**Task requirements:**
Only the lines that include "edge" should be copied from the data below.

Collected data entries:

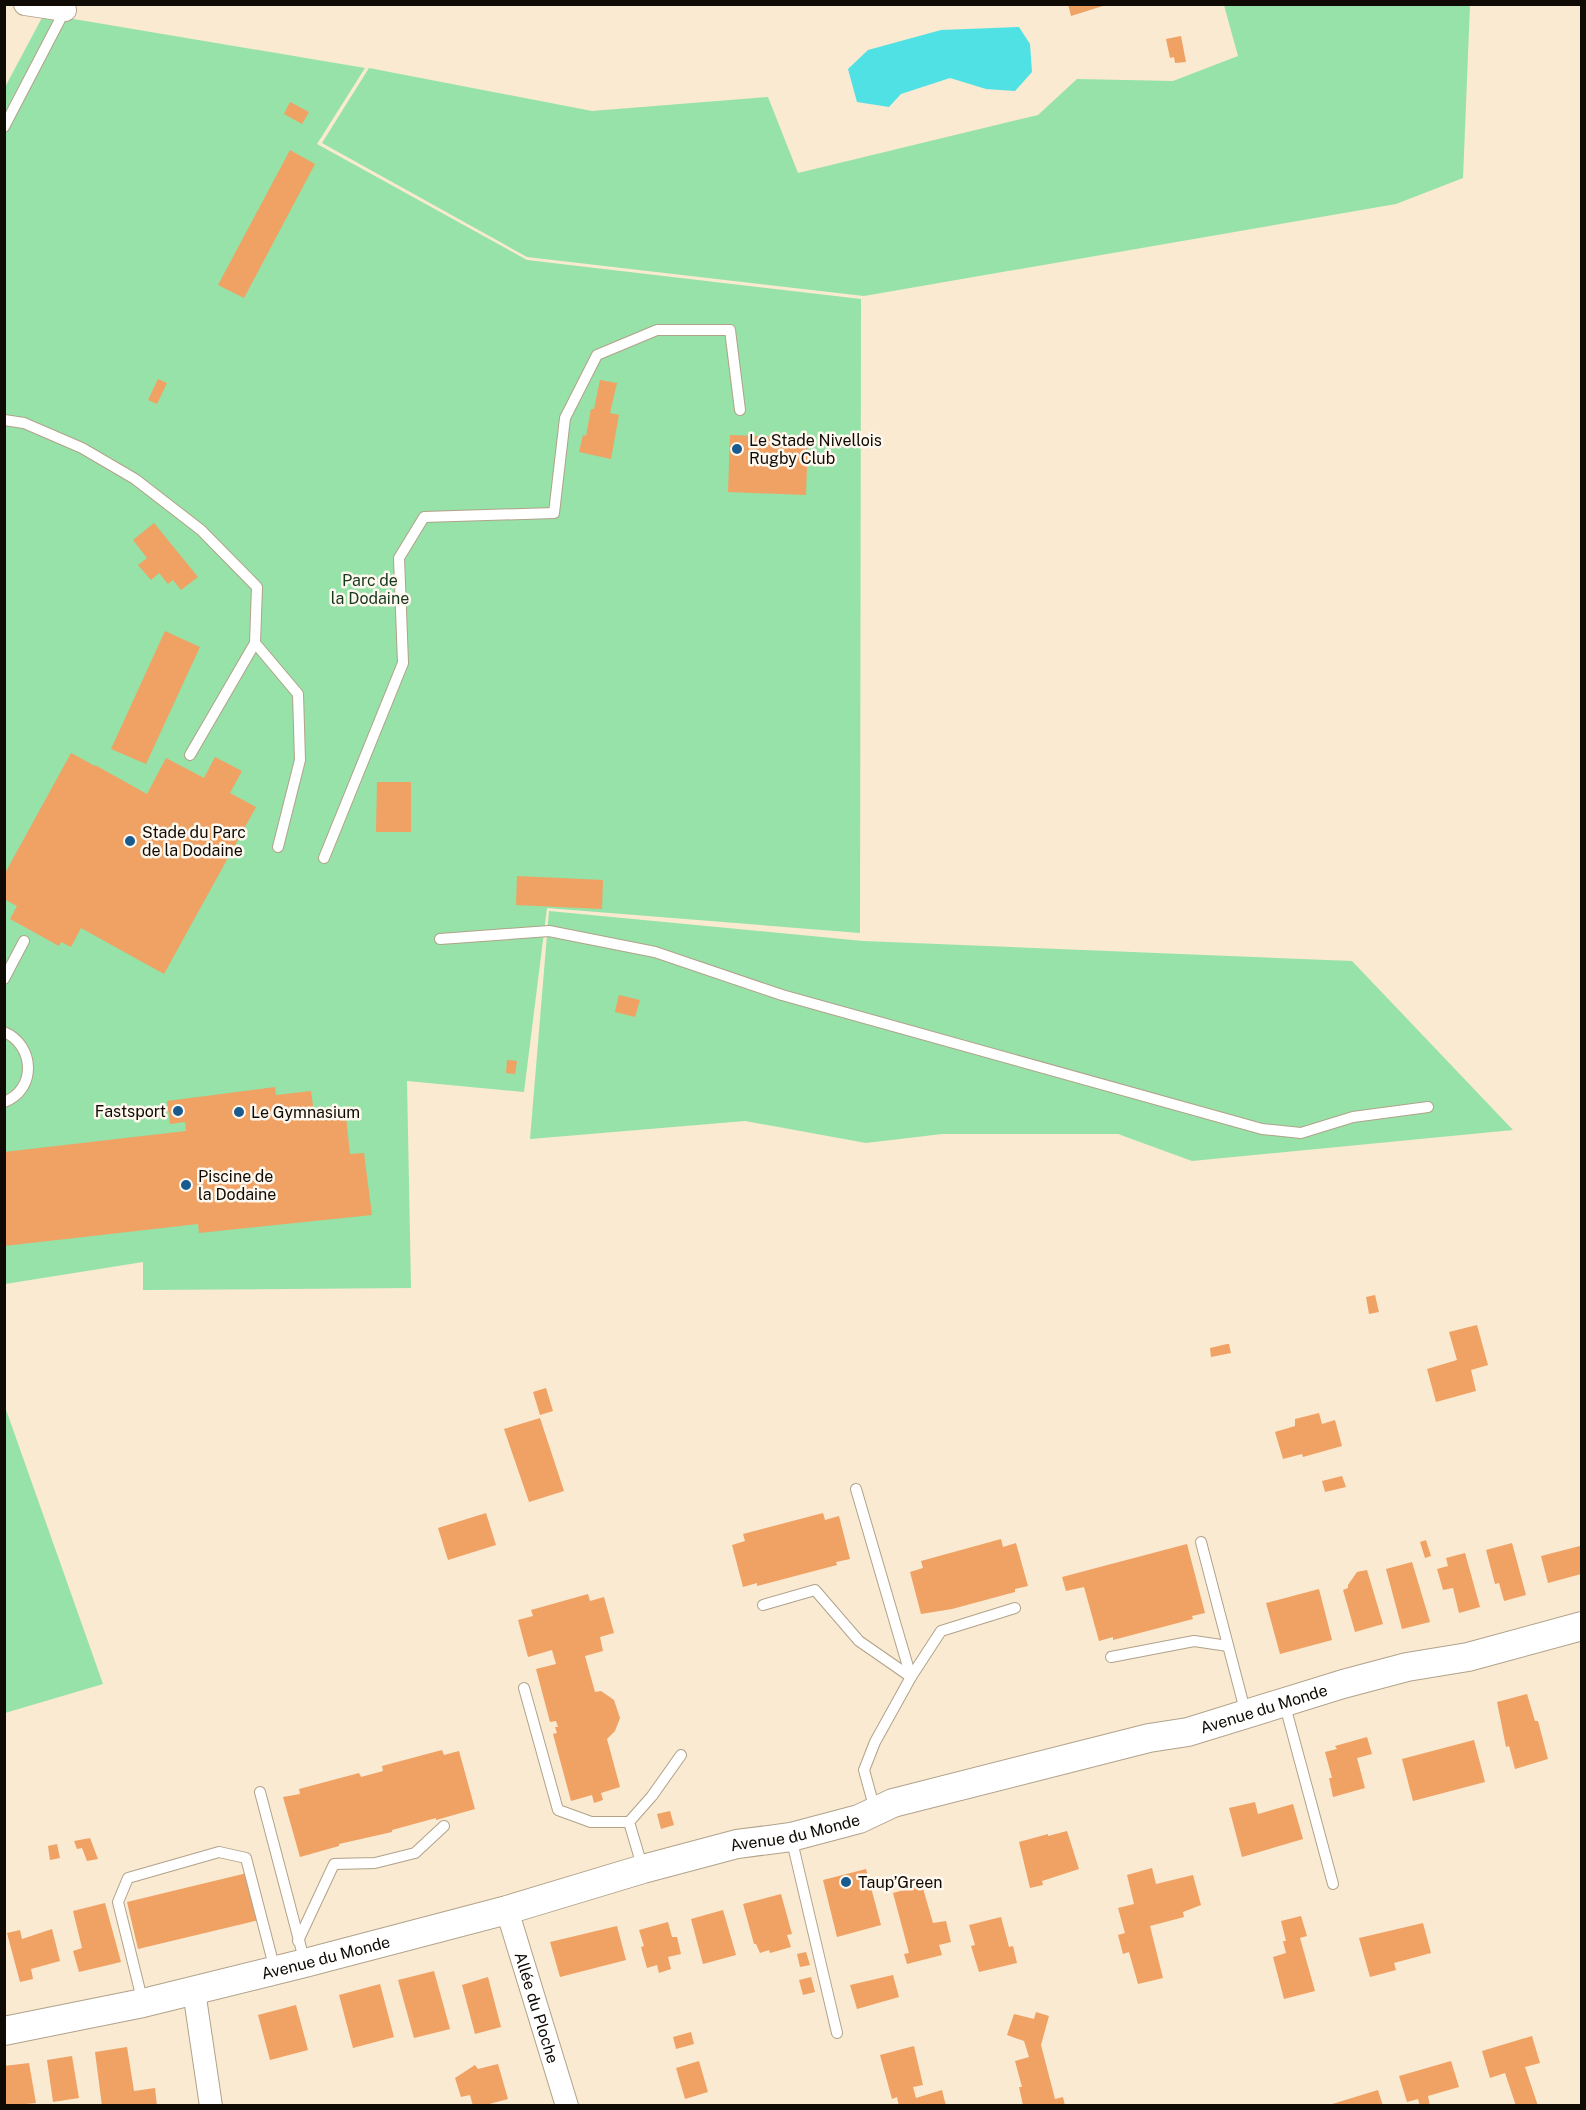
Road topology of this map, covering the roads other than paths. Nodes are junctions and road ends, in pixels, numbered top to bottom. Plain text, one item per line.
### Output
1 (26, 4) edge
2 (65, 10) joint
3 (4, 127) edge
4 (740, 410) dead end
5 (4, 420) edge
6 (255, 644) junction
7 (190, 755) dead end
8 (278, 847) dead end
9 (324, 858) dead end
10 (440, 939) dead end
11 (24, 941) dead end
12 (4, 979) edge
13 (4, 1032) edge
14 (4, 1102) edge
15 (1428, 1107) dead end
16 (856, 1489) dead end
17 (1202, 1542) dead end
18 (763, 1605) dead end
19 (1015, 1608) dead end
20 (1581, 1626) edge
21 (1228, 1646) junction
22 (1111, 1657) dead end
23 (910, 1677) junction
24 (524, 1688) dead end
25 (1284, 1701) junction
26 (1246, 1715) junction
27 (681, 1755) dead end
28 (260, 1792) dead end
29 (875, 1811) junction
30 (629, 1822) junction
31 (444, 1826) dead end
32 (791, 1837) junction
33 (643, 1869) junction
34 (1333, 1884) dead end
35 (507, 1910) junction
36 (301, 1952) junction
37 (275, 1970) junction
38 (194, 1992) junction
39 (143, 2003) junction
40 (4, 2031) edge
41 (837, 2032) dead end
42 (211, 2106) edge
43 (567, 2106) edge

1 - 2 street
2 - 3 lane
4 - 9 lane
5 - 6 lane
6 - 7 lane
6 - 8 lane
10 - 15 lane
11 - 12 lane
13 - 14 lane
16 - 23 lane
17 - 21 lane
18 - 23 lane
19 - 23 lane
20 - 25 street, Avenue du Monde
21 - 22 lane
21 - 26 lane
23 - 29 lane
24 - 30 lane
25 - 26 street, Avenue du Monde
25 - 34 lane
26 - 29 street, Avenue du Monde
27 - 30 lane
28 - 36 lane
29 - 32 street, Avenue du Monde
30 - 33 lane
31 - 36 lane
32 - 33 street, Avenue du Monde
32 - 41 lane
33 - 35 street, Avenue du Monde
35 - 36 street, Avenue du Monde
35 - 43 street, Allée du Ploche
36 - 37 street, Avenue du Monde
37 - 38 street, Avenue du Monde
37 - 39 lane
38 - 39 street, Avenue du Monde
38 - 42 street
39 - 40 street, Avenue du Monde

**Solution for this exercise:**
1 (26, 4) edge
3 (4, 127) edge
5 (4, 420) edge
12 (4, 979) edge
13 (4, 1032) edge
14 (4, 1102) edge
20 (1581, 1626) edge
40 (4, 2031) edge
42 (211, 2106) edge
43 (567, 2106) edge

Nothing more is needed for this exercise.